Miembro del Centro Interdisciplinario de Estudios de la Región Pacífico Colombiana, CIER Universidad Autónoma de Occidente

 Centros de investigación, ONG, columnistas e editorialistas de prensa, entre otros, han venido mostrando una serie de métodos de extracción minera que ponen en peligro la sostenibilidad del planeta. Las consecuencias de esta embestida del capitalismo son hoy cada vez más claras. Sobre todo en los países nombrados como del tercer mundo.

 En Colombia, los arriba mencionados, han coincidido en mostrar la relación negativa entre las tecnologías para la explotación de minerales y la sostenibilidad ambiental. Por ejemplo, para la extracción de oro se necesita del cianuro. Práctica que pone en riesgo la vida de las comunidades humanas. Se ha comprobado que una gran cantidad de ríos y cañadas de donde se obtiene agua para consumo humano están contaminadas por este metal.

 Según el Sistema de Información Minero Colombiano (Simco), el país produce alrededor de 55 toneladas de oro anualmente, que lo ubica como el décimo productor de oro en el mundo. Cálculos del Ministerio de Minas y Energía pronostican que para el 2019 se llegará a una producción de 80 toneladas. Comparativamente, el primer productor es China, con 260 toneladas.

 La Empresa Colombiana de Oro, Eco Oro Minerals Corp. (TSX: EOM), cuyo capital es canadiense, tiene un proyecto, tal vez el más importante, llamado Angostura. Está localizado en La Provincia de Soto, en las estribaciones del Páramo de Santurbán. El área total otorgada por la autoridad minera es de 14 millones de hectáreas. Si bien el proyecto no ha despegado por problemas de la licencia ambiental, planeaba utilizar (según datos de Rafael Prada, Defendamos nuestra agua de la gran minería.) 40 toneladas de cianuro al día durante 15 años que duraría la explotación.

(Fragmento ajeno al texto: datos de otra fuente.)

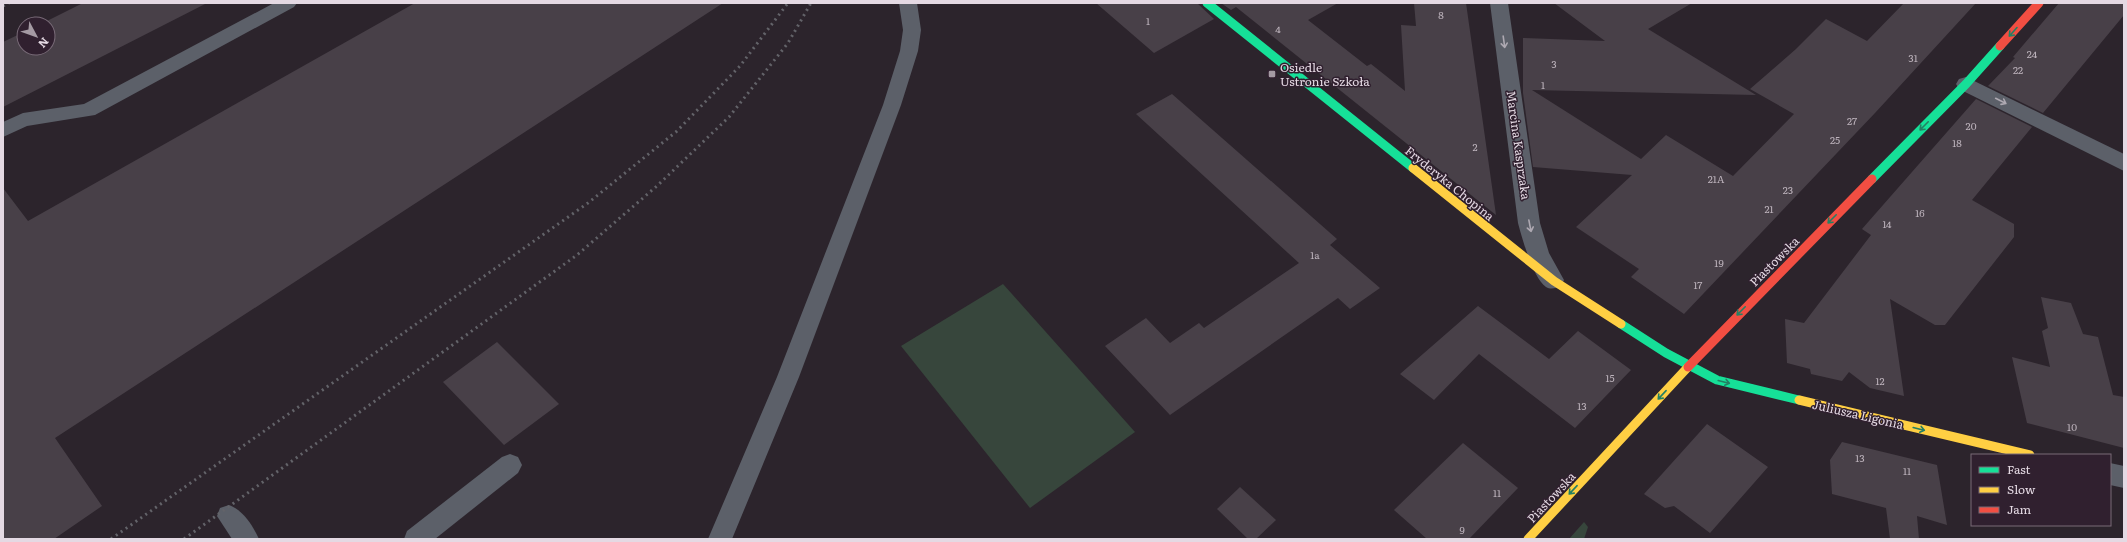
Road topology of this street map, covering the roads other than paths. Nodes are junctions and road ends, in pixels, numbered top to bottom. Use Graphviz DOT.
graph roads {
  1 [pos="288,3"];
  2 [pos="908,3"];
  3 [pos="1207,3"];
  4 [pos="1499,3"];
  5 [pos="2040,3"];
  6 [pos="1966,84"];
  7 [pos="3,130"];
  8 [pos="2124,163"];
  9 [pos="1554,281"];
  10 [pos="1688,367"];
  11 [pos="2026,454"];
  12 [pos="510,465"];
  13 [pos="2111,474"];
  14 [pos="2124,477"];
  15 [pos="229,516"];
  16 [pos="247,539"];
  17 [pos="416,539"];
  18 [pos="720,539"];
  19 [pos="1528,539"];
  1 -- 7 [label="lane"];
  2 -- 18 [label="lane"];
  3 -- 9 [label="street, Fryderyka Chopina"];
  4 -- 9 [label="street, Marcina Kasprzaka, one-way"];
  5 -- 6 [label="street, Piastowska, one-way"];
  6 -- 8 [label="street, one-way"];
  6 -- 10 [label="street, Piastowska, one-way"];
  9 -- 10 [label="street, Fryderyka Chopina"];
  10 -- 11 [label="street, Juliusza Ligonia, one-way"];
  10 -- 19 [label="street, Piastowska, one-way"];
  12 -- 17 [label="lane"];
  13 -- 14 [label="street"];
  15 -- 16 [label="lane"];
}
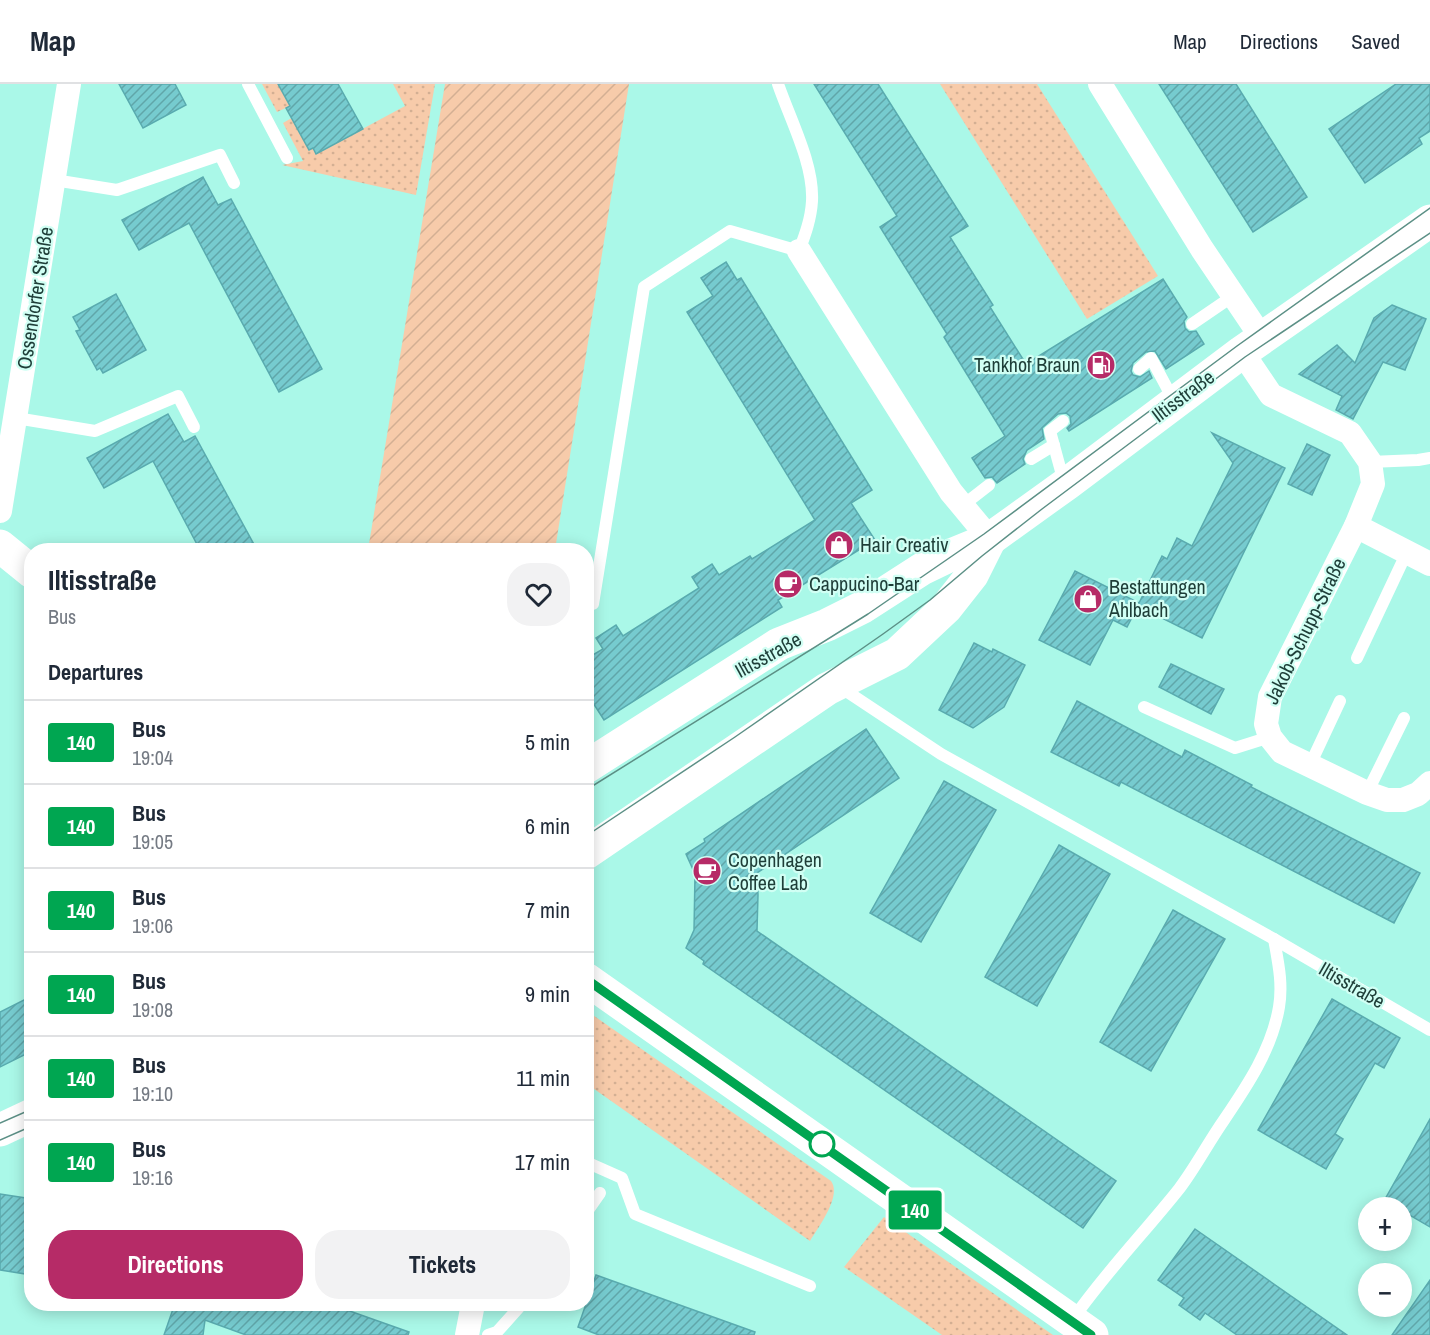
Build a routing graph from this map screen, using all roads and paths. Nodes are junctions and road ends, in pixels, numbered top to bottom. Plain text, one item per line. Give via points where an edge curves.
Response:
1 (248, 84) edge
2 (778, 84) edge
3 (1100, 84) edge
4 (61, 88) edge
5 (287, 158) dead end
6 (54, 180) junction
7 (234, 183) dead end
8 (1430, 221) edge
9 (799, 251) junction
10 (1233, 296) junction
11 (1192, 324) dead end
12 (1252, 345) junction
13 (1139, 369) dead end
14 (1175, 402) junction
15 (16, 418) junction
16 (1063, 421) dead end
17 (194, 427) dead end
18 (1054, 445) junction
19 (1430, 458) edge
20 (1031, 459) dead end
21 (1370, 462) junction
22 (1068, 483) junction
23 (989, 485) dead end
24 (962, 506) junction
25 (0, 511) edge
26 (1356, 526) junction
27 (990, 539) junction
28 (0, 546) edge
29 (1407, 552) junction
30 (1430, 564) edge
31 (24, 566) edge
32 (594, 598) edge
33 (1357, 658) dead end
34 (836, 685) junction
35 (1340, 701) dead end
36 (1144, 707) dead end
37 (1404, 718) dead end
38 (1270, 737) junction
39 (594, 762) edge
40 (1310, 765) junction
41 (1430, 783) edge
42 (1367, 793) junction
43 (594, 853) edge
44 (1274, 939) junction
45 (599, 988) edge
46 (1430, 1030) edge
47 (24, 1119) edge
48 (0, 1130) edge
49 (594, 1166) edge
50 (600, 1193) dead end
51 (594, 1202) edge
52 (810, 1286) dead end
53 (472, 1311) edge
54 (516, 1311) edge
55 (1082, 1328) edge
56 (467, 1335) edge
57 (488, 1335) edge

1 - 5 lane
2 - 9 lane via 810,180 812,200
3 - 10 street
4 - 6 street, Ossendorfer Straße
6 - 7 lane via 117,190 220,155
6 - 15 street, Ossendorfer Straße
8 - 12 street, Iltisstraße
9 - 24 street
9 - 32 lane via 730,231 644,287
10 - 11 lane
10 - 12 street
12 - 14 street, Iltisstraße
12 - 21 street via 1271,395 1350,433
13 - 14 lane via 1156,355
14 - 22 street, Iltisstraße
15 - 17 lane via 95,431 178,396
15 - 25 street, Ossendorfer Straße
16 - 18 lane via 1050,431
18 - 20 lane
18 - 22 lane
19 - 21 lane
21 - 26 street, Jakob-Schupp-Straße via 1373,484
22 - 27 street, Iltisstraße
23 - 24 lane
24 - 27 street
26 - 29 street
26 - 38 street, Jakob-Schupp-Straße via 1269,697 1266,724
27 - 34 street, Iltisstraße via 972,575 946,608 897,654
27 - 39 street, Iltisstraße via 922,569 827,625 779,644
28 - 31 street
29 - 30 street
29 - 33 lane
34 - 43 street, Iltisstraße
34 - 44 lane, Iltisstraße via 919,741
35 - 40 lane
36 - 38 lane via 1235,748
37 - 42 lane
38 - 40 street via 1282,752
40 - 42 street
41 - 42 street via 1403,800 1387,800
44 - 46 lane, Iltisstraße
44 - 55 lane via 1280,970 1279,1010 1251,1079 1180,1187 1092,1292
45 - 55 street
47 - 48 street
49 - 52 lane via 622,1178 634,1214
50 - 51 lane
53 - 56 street
54 - 57 lane via 497,1332

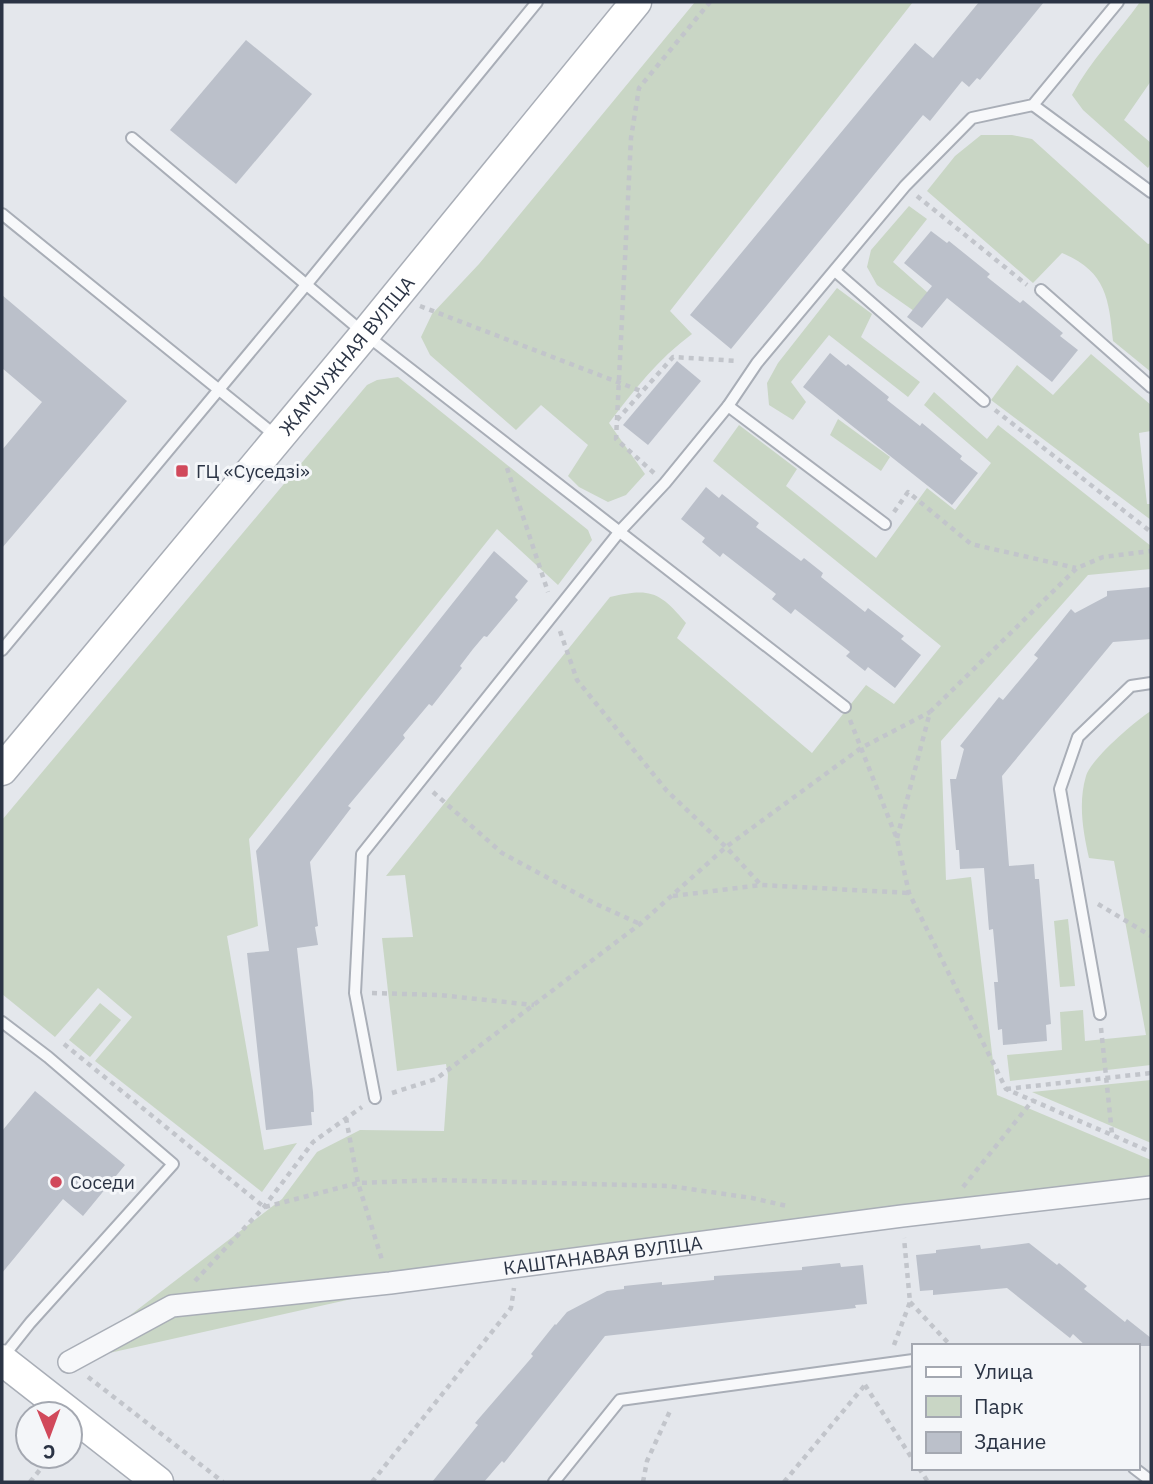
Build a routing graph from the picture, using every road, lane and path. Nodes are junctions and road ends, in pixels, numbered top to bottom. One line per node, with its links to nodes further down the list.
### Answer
1 (537, 2): 11 (lane)
2 (636, 2): 13 (main road, ЖАМЧУЖНАЯ ВУЛІЦА)
3 (710, 2): 16 (path)
4 (1118, 2): 5 (lane)
5 (1033, 106): 7 (lane); 8 (lane)
6 (132, 138): 11 (lane)
7 (905, 186): 10 (lane); 12 (path)
8 (1151, 192)
9 (2, 214): 18 (lane)
10 (835, 271): 15 (lane); 20 (lane)
11 (306, 285): 14 (lane); 18 (lane)
12 (1041, 290): 17 (lane)
13 (395, 296): 14 (main road, ЖАМЧУЖНАЯ ВУЛІЦА); 16 (path)
14 (365, 334): 23 (lane); 24 (main road, ЖАМЧУЖНАЯ ВУЛІЦА)
15 (757, 363): 19 (path); 21 (lane)
16 (619, 383): 19 (path); 22 (path)
17 (1151, 387)
18 (219, 389): 24 (lane); 32 (lane)
19 (641, 391): 22 (path)
20 (984, 401): 28 (path)
21 (728, 406): 25 (lane); 26 (lane)
22 (617, 421): 25 (path)
23 (496, 435): 27 (lane); 31 (path)
24 (278, 438): 37 (main road, ЖАМЧУЖНАЯ ВУЛІЦА)
25 (665, 483): 27 (lane)
26 (885, 524): 30 (path)
27 (620, 531): 31 (lane); 34 (lane)
28 (1151, 532)
29 (1151, 551): 30 (path)
30 (1077, 568): 35 (path)
31 (555, 612): 38 (lane); 40 (path)
32 (2, 650)
33 (1151, 683): 43 (lane)
34 (845, 707): 36 (path)
35 (930, 712): 36 (path); 39 (path)
36 (861, 748): 39 (path); 40 (path)
37 (2, 770)
38 (420, 781): 45 (path); 47 (lane)
39 (897, 839): 42 (path)
40 (726, 847): 41 (path); 44 (path)
41 (761, 885): 42 (path); 44 (path)
42 (909, 892): 54 (path)
43 (1078, 892): 46 (path); 49 (lane)
44 (671, 896): 45 (path)
45 (640, 924): 48 (path)
46 (1151, 936)
47 (355, 993): 48 (path); 55 (lane)
48 (535, 1005): 55 (path)
49 (1100, 1014): 53 (path)
50 (2, 1022): 51 (lane)
51 (48, 1057): 62 (path); 71 (lane)
52 (1151, 1073): 53 (path)
53 (1105, 1078): 54 (path); 58 (path)
54 (1006, 1089): 56 (path)
55 (375, 1098): 57 (path)
56 (1033, 1100): 58 (path); 64 (path)
57 (346, 1118): 60 (path); 62 (path)
58 (1112, 1135): 59 (path)
59 (1151, 1152)
60 (358, 1184): 62 (path); 63 (path); 67 (path)
61 (1151, 1187): 64 (street, КАШТАНАВАЯ ВУЛІЦА)
62 (264, 1207): 69 (path)
63 (792, 1207)
64 (944, 1211): 65 (street, КАШТАНАВАЯ ВУЛІЦА)
65 (902, 1216): 66 (street, КАШТАНАВАЯ ВУЛІЦА); 68 (path)
66 (517, 1266): 67 (street, КАШТАНАВАЯ ВУЛІЦА); 83 (path)
67 (390, 1283): 69 (street, КАШТАНАВАЯ ВУЛІЦА)
68 (910, 1301): 70 (path); 74 (path)
69 (172, 1306): 73 (street, КАШТАНАВАЯ ВУЛІЦА)
70 (949, 1344)
71 (2, 1360): 81 (main road)
72 (912, 1360): 74 (lane)
73 (69, 1362): 82 (path)
74 (888, 1362): 77 (lane)
75 (872, 1377): 76 (path)
76 (865, 1385): 78 (path); 86 (path)
77 (679, 1390): 84 (lane); 85 (path)
78 (912, 1458)
79 (1137, 1470): 80 (lane)
80 (1151, 1481)
81 (158, 1482)
82 (223, 1482)
83 (372, 1482)
84 (554, 1482)
85 (643, 1482)
86 (784, 1482)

 Las consecuencias de la embestida de ese capitalismo salvaje en Colombia no se han hecho esperar. Camilo González Posso (La renta minera y el Plan de Desarrollo 2010-2014) calcula que, 114 millones hectáreas que componen el extenso y próspero territorio, más de 8,4 millones están concesionadas para la exploración de minerales y más de 37 millones están tituladas para la exploración de hidrocarburos.

 Lo anterior señala que el daño ambiental causado por la minería es indiscutible.

 De las 45,4 millones de hectáreas concesionadas y tituladas un gran porcentaje no respeta Parques Naturales Nacionales ni reservas indígenas. Conjuntamente, la explotación extrema del suelo en actividades mineras por sus inmensas ganancias relega la agricultura poniendo en peligro un aspecto fundamental: la seguridad alimentaria. Adicional, los exiguos beneficios sociales y los niveles de violencia que la minería genera para una mayoría de los colombianos, ponen en cuestión esta práctica extractivista.

 Por todo lo anterior defiendo y divulgo la propuesta de Alberto Acosta, un economista y profesor ecuatoriano de la FLACSO, en un artículo titulado “Extractivismo y neoextractivismo: Dos cara de la misma maldición”. Plantea:

 “De lo que se trata es dejar atrás las economías extractivista dependientes y no sustentables, primario exportadoras, sobreorientadas al mercado externo, des-industrializadas, con masivas exclusiones y pobreza, concentradoras el ingreso y la riqueza, depredadoras y contaminadoras. Lo que se quiere es construir economías sustentables… Para lograr poner en marcha esta transición, es imperiosa una nueva y vigorosa institucionalidad estatal y una nueva forma de organizar la economía”.